Alors que le dernier segment de la ceinture verte avance à grands pas, les experts réfléchissent déjà aux prochaines étapes. Les chercheurs du Centre chinois de recherches sur la désertification étudient des variétés végétales encore plus résistantes, capables de croître avec moins d’eau (CNRED, état des lieux 2024). D’autres propositions incluent la mise en place de petits barrages de pierres pour ralentir le ruissellement et capter l’humidité (Organisation météorologique mondiale – OMM).

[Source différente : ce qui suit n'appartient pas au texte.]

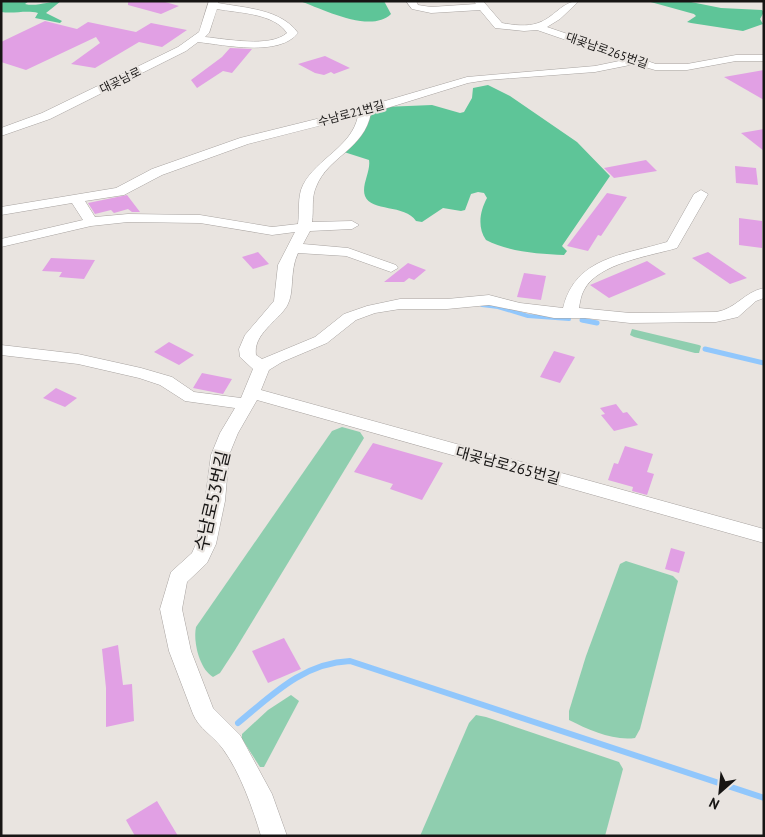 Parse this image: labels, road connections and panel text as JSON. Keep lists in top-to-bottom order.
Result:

Plus largement, ce projet sert d’exemple pour d’autres pays confrontés à la désertification – qu’il s’agisse de l’Inde, de l’Australie ou même de régions méditerranéennes en Europe. Comme le soulignait un porte-parole de l’ONU lors d’un forum en 2024 : « L’expérience du Taklamakan prouve que la mobilisation collective, combinée à des technologies innovantes, peut transformer une menace environnementale en une opportunité de développement durable ».

En conclusion, en réunissant 600 000 personnes sur quatre décennies, la Chine a réussi à endiguer l’expansion du désert du Taklamakan, tout en créant des retombées économiques et écologiques. Cette réussite collective démontre qu’avec une volonté politique forte, une technologie adaptée et l’engagement des communautés locales, même les défis les plus arides peuvent être relevés.